C’est une notion transversale qui nous pousse à repenser notre façon de travailler, consommer, produire : vivre en somme. La sobriété, c’est un équilibre fragile qui permet un développement économique inclusif et durable. Alors comment l’adopter au sein de nos entreprises ? Récapitulatif de tout ce qu’il faut savoir grâce à Stéphanie Borie de l’Ademe Bretagne. 

« Dans un contexte où les ressources naturelles sont limitées, la sobriété consiste à nous questionner sur nos besoins et à les satisfaire en limitant leurs impacts sur l’environnement. Elle doit nous conduire à faire évoluer nos modes de production et de consommation et plus globalement nos modes de vie, à l’échelle individuelle et collective. » Ce sont avec ces mots que l’Ademe (Agence de la transition écologique) définit la Sobriété. Un terme qui revient comme un boomerang dans toutes les conversations depuis la crise énergétique de 2021 liée au conflit russo-ukrainien. La sobriété est une démarche concrète qui concerne nos modes de vie : comment on s’habille, on s’alimente, on se déplace, on consomme, où on habite, etc. « Il est important de parler des sobriétés tant il est urgent d’engager un usage parcimonieux de toutes les ressources : l’eau, les métaux, la biodiversité… ou encore le sol, dans un contexte où l’application du Zéro Artificialisation Nette (le ZAN) impactera l’implantation des entreprises sur les territoires », précise Stéphanie Borie, référente Entreprise à l’Ademe Bretagne. « L’activité économique sera fortement impactée demain, négativement ou positivement, selon le positionnement des modèles économiques sur le rapport volume/valeur et la réponse de l’offre à des besoins essentiels ou superflus. Jusqu’à présent, les entreprises ont surtout activé des leviers d’ « efficacité », souvent confondus avec la sobriété, qui maintiennent le modèle en réduisant plus ou moins les impacts, sans questionnements ni évolutions », poursuit-elle. 

PRODUIRE SANS PRIVATION ET SANS DÉGRADATION

Un concept illustre bien la notion concrète de sobriété. Il s’agit de la « Théorie du Donut » pensée par l’économiste britannique Kate Raworth dans un ouvrage paru en 2018 chez Plon. Dans son livre, l’autrice livre les conditions d’une économie durable, dans laquelle il serait possible de garantir une réponse aux besoins fondamentaux des individus tout en ne limitant pas les possibilités des générations futures grâce à la protection de notre écosystème. Elle propose à ce titre une représentation visuelle des conditions d’un développement économique inclusif et durable, tenant à la fois compte d’un « plancher social » à assurer et d’un « plafond environnemental » à ne pas dépasser pour garantir un espace sûr et juste pour l’humanité. En se basant sur cette théorie, la sobriété consiste à se maintenir dans l’espace vert clair du « Donut », sans privation mais sans dégradation pour la planète. 

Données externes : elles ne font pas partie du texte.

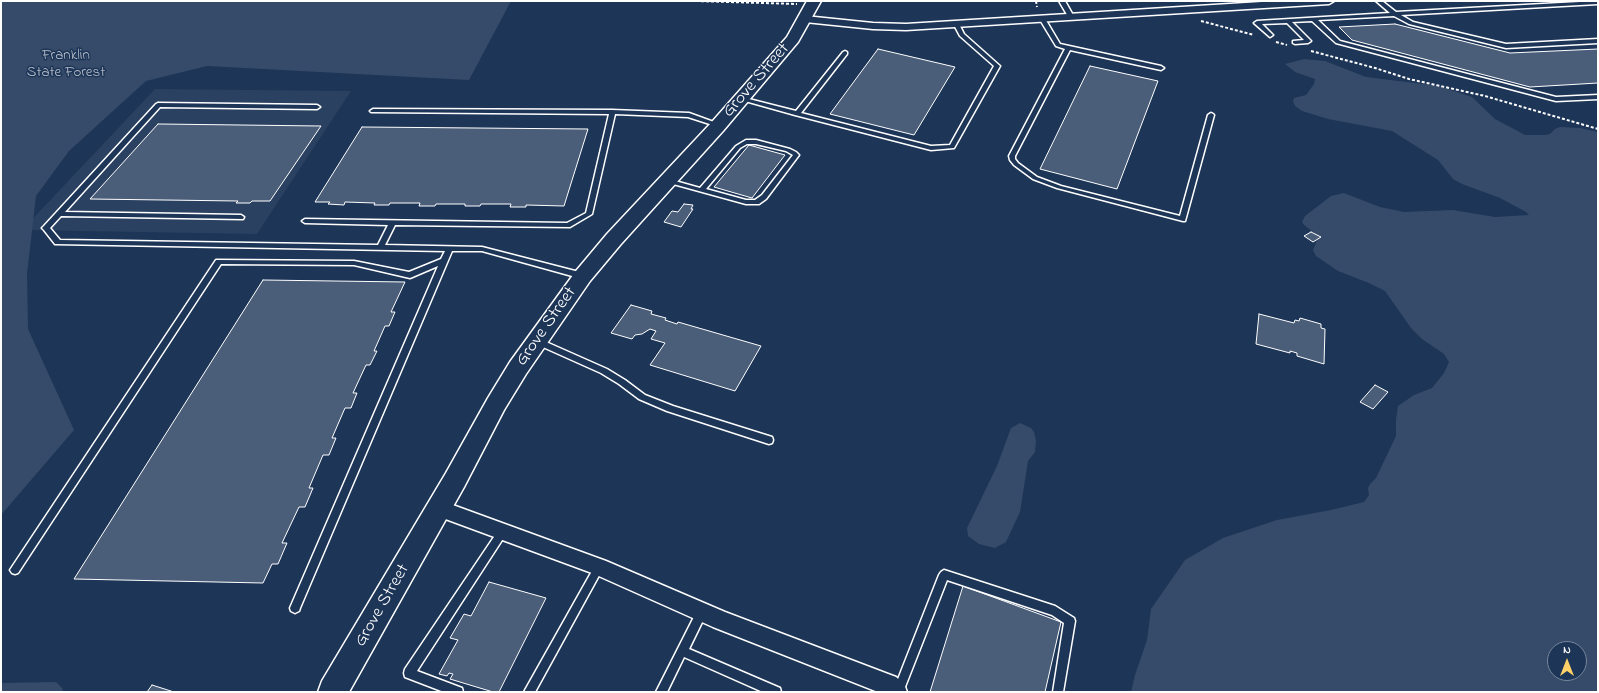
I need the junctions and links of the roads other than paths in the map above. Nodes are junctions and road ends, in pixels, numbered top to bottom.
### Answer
1 (1062, 1) edge
2 (1329, 1) edge
3 (1379, 1) edge
4 (1598, 2) edge
5 (811, 8) edge
6 (1395, 14) junction
7 (1071, 17) junction
8 (1042, 18) junction
9 (1313, 19) junction
10 (1288, 21) junction
11 (956, 23) junction
12 (1271, 38) road end
13 (1598, 41) edge
14 (1294, 44) road end
15 (1068, 48) junction
16 (845, 53) dead end
17 (1161, 68) dead end
18 (1598, 97) edge
19 (741, 99) junction
20 (317, 107) dead end
21 (373, 111) dead end
22 (612, 112) junction
23 (797, 114) junction
24 (1211, 114) dead end
25 (719, 125) junction
26 (668, 181) junction
27 (702, 190) junction
28 (59, 214) junction
29 (241, 217) dead end
30 (305, 221) dead end
31 (393, 223) junction
32 (380, 247) junction
33 (449, 249) junction
34 (444, 261) junction
35 (584, 276) junction
36 (536, 341) junction
37 (769, 440) dead end
38 (439, 508) junction
39 (503, 531) junction
40 (599, 567) junction
41 (15, 570) dead end
42 (295, 608) dead end
43 (702, 612) junction
44 (682, 651) junction
45 (333, 692) edge
46 (458, 692) edge
47 (529, 692) edge
48 (661, 692) edge
49 (776, 692) edge
50 (897, 692) edge
51 (1058, 692) edge

1 - 7 lane
2 - 7 street
3 - 6 lane
4 - 6 lane
5 - 11 street
5 - 19 main road, Grove Street
6 - 9 lane
6 - 13 lane
7 - 8 street
8 - 11 street
8 - 15 lane
9 - 10 lane
9 - 18 lane
10 - 12 lane
10 - 14 lane
11 - 23 lane
15 - 17 lane
15 - 24 lane
16 - 23 lane
19 - 23 lane
19 - 25 main road, Grove Street
20 - 28 lane
21 - 22 lane
22 - 25 lane
22 - 31 lane
25 - 26 main road, Grove Street
26 - 27 lane
26 - 35 main road, Grove Street
27 - 27 lane
28 - 29 lane
28 - 32 lane
30 - 31 lane
31 - 32 lane
32 - 33 lane
33 - 34 lane
33 - 35 lane
34 - 41 lane
34 - 42 lane
35 - 36 main road, Grove Street
36 - 37 lane
36 - 38 main road, Grove Street
38 - 39 street
38 - 45 main road, Grove Street
39 - 40 street
39 - 46 lane
40 - 43 street
40 - 47 lane
43 - 44 lane
43 - 50 street
44 - 48 lane
44 - 49 lane
50 - 51 lane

Ce schéma permet de visualiser simplement la nécessité, pour créer un espace sûr, juste et pérenne pour l’humanité, de concilier :

 - La réponse aux besoins humains fondamentaux (ex : nourriture, eau, éducation, équité…) d’une part : il s’agit d’éviter les privations humaines critiques.
 - Et les limites planétaires (ex : changement climatique, biodiversité, océans, sols…) d’autre part : il s’agit de ne pas dépasser les seuils naturels critiques. 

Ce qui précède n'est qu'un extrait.